* ASSIGNMENT *
Extract each line from the entries below that has the string "Brook" in it.
● ● ●
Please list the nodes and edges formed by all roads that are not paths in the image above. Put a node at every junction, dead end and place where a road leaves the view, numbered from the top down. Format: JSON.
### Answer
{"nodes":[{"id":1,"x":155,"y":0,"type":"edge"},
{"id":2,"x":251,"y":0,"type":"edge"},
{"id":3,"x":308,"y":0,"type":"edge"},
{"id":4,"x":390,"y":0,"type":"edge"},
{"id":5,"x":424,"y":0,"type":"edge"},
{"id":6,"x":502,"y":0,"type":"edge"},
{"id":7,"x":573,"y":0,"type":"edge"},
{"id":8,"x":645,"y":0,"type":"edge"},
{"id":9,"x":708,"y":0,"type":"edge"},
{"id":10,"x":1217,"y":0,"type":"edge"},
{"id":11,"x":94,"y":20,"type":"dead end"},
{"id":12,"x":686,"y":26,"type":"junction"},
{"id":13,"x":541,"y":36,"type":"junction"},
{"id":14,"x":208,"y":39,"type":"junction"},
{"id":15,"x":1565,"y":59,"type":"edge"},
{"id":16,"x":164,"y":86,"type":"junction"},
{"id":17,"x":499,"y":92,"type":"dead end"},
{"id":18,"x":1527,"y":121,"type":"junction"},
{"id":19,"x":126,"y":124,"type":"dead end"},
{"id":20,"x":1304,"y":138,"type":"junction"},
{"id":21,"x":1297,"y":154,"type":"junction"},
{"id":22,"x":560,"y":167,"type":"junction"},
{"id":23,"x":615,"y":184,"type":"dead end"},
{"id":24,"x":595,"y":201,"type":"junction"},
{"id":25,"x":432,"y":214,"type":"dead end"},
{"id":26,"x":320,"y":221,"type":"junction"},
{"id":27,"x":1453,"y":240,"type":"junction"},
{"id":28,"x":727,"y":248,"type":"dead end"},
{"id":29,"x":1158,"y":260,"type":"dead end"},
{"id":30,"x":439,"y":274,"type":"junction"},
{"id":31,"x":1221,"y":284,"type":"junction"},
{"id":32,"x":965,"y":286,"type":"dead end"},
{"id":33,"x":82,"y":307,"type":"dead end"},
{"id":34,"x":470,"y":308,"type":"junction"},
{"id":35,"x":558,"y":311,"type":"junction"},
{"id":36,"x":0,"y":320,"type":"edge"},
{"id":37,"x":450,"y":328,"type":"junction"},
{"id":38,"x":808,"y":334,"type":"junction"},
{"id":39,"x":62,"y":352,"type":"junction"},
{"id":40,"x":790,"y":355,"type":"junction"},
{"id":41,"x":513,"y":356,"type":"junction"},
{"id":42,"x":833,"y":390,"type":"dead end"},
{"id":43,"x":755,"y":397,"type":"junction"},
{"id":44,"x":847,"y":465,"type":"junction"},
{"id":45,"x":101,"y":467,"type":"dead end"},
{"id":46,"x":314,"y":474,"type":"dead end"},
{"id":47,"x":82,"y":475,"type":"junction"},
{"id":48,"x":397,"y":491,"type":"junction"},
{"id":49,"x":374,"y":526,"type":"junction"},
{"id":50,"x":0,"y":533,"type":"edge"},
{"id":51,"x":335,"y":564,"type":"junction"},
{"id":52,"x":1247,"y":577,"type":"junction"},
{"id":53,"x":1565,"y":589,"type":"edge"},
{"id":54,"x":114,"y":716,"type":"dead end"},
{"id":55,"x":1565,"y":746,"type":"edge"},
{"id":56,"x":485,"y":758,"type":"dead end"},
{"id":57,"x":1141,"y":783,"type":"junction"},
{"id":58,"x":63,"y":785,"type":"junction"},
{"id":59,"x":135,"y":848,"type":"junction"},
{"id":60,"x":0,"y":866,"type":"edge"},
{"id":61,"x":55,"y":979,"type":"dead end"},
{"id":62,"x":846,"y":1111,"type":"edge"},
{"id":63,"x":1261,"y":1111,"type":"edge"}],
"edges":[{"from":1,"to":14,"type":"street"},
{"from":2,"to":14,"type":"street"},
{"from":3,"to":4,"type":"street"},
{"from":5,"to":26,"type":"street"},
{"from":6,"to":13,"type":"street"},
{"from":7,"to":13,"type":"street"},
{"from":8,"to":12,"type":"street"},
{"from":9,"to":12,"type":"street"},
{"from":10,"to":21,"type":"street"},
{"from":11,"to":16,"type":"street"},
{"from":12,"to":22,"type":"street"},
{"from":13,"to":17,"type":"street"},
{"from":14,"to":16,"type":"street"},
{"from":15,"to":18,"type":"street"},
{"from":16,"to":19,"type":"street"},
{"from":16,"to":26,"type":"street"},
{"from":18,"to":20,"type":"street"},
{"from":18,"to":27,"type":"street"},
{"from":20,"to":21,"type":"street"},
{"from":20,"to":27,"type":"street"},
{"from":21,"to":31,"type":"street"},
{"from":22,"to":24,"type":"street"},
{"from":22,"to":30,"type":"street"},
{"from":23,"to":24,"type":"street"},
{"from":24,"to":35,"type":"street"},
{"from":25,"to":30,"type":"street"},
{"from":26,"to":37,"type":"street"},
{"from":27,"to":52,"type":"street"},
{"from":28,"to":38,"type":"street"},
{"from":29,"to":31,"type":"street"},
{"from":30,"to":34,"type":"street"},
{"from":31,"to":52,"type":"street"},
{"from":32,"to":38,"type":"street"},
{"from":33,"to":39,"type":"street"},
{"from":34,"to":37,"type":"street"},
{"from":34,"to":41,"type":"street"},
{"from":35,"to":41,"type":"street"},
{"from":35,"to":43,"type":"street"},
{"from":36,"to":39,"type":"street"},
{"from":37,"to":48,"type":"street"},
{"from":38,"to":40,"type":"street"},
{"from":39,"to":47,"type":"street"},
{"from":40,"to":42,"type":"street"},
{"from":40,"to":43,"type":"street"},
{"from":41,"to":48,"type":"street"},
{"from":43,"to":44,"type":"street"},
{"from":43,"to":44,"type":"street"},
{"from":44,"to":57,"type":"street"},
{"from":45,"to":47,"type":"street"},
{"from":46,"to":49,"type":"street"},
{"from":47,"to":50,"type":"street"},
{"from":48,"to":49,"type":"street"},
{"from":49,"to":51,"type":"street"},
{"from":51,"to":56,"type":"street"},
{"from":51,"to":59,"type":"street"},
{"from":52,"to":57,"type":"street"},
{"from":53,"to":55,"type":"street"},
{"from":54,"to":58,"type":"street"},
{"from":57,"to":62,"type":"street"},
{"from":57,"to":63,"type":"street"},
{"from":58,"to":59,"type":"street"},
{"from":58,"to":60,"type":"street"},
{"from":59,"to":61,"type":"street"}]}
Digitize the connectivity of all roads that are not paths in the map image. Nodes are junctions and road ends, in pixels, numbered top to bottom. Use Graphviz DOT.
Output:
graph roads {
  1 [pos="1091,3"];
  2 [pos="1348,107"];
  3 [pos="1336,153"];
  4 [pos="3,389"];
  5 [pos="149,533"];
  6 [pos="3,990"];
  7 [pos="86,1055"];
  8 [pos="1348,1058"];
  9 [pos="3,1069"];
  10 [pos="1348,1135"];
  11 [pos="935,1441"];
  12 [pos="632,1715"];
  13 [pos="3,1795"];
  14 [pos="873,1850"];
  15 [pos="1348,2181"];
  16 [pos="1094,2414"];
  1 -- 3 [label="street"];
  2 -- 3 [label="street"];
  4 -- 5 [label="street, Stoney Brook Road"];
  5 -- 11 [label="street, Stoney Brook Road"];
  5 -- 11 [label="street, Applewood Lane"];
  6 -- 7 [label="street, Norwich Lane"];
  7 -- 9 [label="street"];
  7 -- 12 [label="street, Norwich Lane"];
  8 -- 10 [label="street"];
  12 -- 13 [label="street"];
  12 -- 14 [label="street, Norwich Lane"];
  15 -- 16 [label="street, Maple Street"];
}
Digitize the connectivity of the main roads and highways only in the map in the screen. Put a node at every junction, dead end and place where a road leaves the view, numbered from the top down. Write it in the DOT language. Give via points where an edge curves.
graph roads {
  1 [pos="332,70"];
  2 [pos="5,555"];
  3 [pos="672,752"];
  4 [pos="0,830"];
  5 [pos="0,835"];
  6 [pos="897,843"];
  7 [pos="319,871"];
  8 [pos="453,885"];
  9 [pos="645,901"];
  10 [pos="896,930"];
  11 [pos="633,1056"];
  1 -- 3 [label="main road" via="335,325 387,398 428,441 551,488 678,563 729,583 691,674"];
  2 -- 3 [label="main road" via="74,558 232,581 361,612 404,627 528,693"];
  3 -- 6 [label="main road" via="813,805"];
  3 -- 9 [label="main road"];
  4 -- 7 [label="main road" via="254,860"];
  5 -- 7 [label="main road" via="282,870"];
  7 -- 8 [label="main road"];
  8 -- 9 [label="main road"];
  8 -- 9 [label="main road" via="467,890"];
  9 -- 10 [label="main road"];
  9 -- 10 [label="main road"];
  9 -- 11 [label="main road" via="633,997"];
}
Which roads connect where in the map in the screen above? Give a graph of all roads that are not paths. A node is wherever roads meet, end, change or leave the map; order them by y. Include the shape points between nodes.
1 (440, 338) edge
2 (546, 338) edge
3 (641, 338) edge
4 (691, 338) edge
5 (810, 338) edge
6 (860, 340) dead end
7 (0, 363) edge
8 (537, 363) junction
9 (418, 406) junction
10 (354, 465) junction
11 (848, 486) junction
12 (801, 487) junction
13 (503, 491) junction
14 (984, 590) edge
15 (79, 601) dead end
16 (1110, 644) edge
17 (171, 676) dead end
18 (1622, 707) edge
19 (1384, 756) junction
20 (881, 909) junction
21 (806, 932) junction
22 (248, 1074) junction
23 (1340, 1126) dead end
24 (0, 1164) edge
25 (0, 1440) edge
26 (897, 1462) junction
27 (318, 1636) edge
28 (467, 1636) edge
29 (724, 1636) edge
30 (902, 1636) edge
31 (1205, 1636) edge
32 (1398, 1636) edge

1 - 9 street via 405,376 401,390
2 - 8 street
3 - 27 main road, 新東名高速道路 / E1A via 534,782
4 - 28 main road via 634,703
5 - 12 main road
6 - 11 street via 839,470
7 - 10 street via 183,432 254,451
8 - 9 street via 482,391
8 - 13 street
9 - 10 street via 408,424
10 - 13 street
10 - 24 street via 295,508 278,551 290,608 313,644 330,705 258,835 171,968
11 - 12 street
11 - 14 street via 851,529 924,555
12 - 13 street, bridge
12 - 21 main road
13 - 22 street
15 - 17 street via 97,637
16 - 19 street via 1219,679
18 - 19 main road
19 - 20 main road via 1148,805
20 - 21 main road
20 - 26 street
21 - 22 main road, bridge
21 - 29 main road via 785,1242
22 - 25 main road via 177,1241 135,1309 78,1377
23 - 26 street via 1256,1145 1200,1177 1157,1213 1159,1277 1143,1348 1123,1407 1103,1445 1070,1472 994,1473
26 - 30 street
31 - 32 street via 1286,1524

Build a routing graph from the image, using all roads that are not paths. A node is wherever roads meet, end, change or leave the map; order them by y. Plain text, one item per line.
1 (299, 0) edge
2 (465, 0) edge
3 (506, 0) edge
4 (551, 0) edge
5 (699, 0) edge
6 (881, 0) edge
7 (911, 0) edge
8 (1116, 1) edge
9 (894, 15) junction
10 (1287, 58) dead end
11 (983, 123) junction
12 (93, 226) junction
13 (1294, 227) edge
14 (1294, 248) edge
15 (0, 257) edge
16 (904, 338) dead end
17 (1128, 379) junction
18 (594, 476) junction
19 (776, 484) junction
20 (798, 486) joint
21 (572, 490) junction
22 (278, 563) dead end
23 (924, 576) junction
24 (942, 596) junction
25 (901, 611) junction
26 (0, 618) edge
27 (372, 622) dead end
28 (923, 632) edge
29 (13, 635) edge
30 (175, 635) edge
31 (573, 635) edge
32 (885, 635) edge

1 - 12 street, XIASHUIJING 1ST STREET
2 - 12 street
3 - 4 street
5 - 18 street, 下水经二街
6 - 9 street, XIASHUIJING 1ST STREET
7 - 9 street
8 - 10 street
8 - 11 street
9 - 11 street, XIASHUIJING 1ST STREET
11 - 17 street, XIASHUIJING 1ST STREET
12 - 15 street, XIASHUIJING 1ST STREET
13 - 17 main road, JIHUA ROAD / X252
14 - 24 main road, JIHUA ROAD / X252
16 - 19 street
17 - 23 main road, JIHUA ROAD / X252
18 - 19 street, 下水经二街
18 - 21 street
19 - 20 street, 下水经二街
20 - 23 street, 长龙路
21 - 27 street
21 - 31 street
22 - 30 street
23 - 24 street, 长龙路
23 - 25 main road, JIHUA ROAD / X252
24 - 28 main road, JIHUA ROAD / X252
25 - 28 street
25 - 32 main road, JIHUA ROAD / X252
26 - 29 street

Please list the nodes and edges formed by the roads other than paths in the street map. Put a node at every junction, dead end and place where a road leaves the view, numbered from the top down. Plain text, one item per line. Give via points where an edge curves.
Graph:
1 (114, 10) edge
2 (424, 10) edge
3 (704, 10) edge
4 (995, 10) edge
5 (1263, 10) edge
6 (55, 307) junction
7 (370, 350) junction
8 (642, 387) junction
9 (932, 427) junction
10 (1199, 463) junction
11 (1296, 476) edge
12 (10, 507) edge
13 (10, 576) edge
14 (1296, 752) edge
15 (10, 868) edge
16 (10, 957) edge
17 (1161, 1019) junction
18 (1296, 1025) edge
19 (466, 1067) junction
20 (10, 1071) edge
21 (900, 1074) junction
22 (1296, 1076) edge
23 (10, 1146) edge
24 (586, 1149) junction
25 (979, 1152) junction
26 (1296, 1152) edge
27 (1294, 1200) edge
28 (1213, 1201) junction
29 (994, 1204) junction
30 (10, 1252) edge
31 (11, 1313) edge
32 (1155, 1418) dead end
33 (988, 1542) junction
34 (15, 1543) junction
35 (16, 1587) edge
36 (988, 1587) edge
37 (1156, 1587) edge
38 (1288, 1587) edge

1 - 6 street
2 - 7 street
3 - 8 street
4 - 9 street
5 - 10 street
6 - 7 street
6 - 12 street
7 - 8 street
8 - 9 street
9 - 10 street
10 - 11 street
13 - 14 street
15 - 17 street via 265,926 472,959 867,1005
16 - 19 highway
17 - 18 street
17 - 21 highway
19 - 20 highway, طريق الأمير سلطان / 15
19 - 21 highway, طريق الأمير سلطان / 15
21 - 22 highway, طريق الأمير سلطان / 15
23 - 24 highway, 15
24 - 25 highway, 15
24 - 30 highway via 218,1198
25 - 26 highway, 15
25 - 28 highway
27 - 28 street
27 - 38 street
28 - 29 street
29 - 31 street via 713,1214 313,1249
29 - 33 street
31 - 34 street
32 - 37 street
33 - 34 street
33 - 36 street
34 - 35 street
● ● ●
* TASK OUTPUT *
  4 -- 5 [label="street, Stoney Brook Road"];
  5 -- 11 [label="street, Stoney Brook Road"];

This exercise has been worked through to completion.